Discovery ‘Puppy Games’ / In-house
Love of puppies is universal. Love of the Olympic Winter Games… not so much, as a recent campaign under the ALF spotlight, ‘Olympic Winter Games Warm Up’, alluded to. But in the hope that it will boost interest and views in next week’s Games, Discovery has combined the two and launched an adorable precursor to the main event: the Puppy Games.
Representing Austria is Violet, a French Bulldog; Clyde, a Corgi, competes for Great Britain; for the United States, Mr Wigglesworth, a Sharpei; Maurice and Simone, Pomeranians, for France; Blenney, a King Charles, for the Netherlands; and Joker, a Shih Tzu, represents Norway.
The opening ceremony introduces each character, and the following spots see the playful competitors bark and bite their way through 5 winter sports. The Americans battle the Canadian team in the ice hockey final, and challenge Poland for the title of bobsleigh champion. France are the only performers in the ice dancing; but things get competitive again in the ski jump, where they compete against England, and the alpine ski which sees Holland and Norway go nose to nose.
Discovery is giving this year’s Olympics an unprecedented degree of coverage, using their exclusive broadcasting rights to show over 4,000 hours of live action on the Eurosport channel. It’s declared itself the official broadcaster of the Games. Correspondingly, it’s trying to reach and engage a bigger audience than ever before.
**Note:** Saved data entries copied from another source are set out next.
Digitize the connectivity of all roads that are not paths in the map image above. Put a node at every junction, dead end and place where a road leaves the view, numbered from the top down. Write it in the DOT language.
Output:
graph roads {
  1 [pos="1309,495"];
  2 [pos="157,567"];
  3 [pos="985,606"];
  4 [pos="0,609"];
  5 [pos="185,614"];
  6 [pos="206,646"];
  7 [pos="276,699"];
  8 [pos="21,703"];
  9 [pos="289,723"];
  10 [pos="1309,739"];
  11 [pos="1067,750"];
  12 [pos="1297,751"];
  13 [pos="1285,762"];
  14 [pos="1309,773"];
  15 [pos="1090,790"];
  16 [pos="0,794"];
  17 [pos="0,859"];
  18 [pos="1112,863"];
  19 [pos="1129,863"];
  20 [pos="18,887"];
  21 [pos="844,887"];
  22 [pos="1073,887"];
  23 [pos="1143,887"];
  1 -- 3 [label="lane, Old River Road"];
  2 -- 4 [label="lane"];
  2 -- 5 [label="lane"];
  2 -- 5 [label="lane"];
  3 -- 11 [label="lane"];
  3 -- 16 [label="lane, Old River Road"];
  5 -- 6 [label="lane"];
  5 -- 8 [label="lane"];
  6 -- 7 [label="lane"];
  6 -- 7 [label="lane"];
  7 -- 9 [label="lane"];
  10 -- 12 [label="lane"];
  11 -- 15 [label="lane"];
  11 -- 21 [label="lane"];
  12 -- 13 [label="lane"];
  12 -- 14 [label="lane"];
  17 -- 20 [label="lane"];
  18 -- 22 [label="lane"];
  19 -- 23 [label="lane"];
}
It’s an intelligent and well-timed campaign. Discovery is building on the previous success of its annual Super Bowl supplement, the Puppy Bowl, and has successfully turned the subtler changes in recent social media use to their advantage. Videos of puppies, kittens, and almost every animal in between are increasingly vying with memes for the spot of top viral content. And at what can often be a bleak time of year, the bright colours and upbeat music of the campaign – not to mention its heart-warming characters – give it instant appeal.
The contrast between the natural silliness of the puppies and the serious sporty commentary is used to hilarious effect. Maurice frantically chasing his tail during the ice dancing becomes a dramatic ballet solo; Violet, the French Bulldog, sniffing around her surroundings before starting a race is knowingly referred to as the ‘traditional circle of the territory’. When the puppies of the U.S. team simultaneously decide they’d rather not compete in the bobsleigh race and climb out of the sled, it’s spun as the sensational conclusion of a long-standing dispute within the team. ‘The pair have literally fallen out!’
The puppies aren’t trained; they are behaving as they naturally would, doing, basically, whatever they want. It gives the videos an almost improvisational tone. It’s also what makes them so endearing: we’re drawn in more by the silliness of the situation the puppies have been placed in than the puppies themselves.
Each of the sports included in the Puppy Games is a real event at the Olympics. Viewers probably won’t be focusing on the technicalities of the feats performed when watching these ads, but they’re nonetheless getting an idea of what the real Olympic Winter Games will be like. And while they may not come away from this campaign with a conscious plan to watch them, they’re sure to be a great deal more likely to switch over to the Eurosport channel once the games actually begin.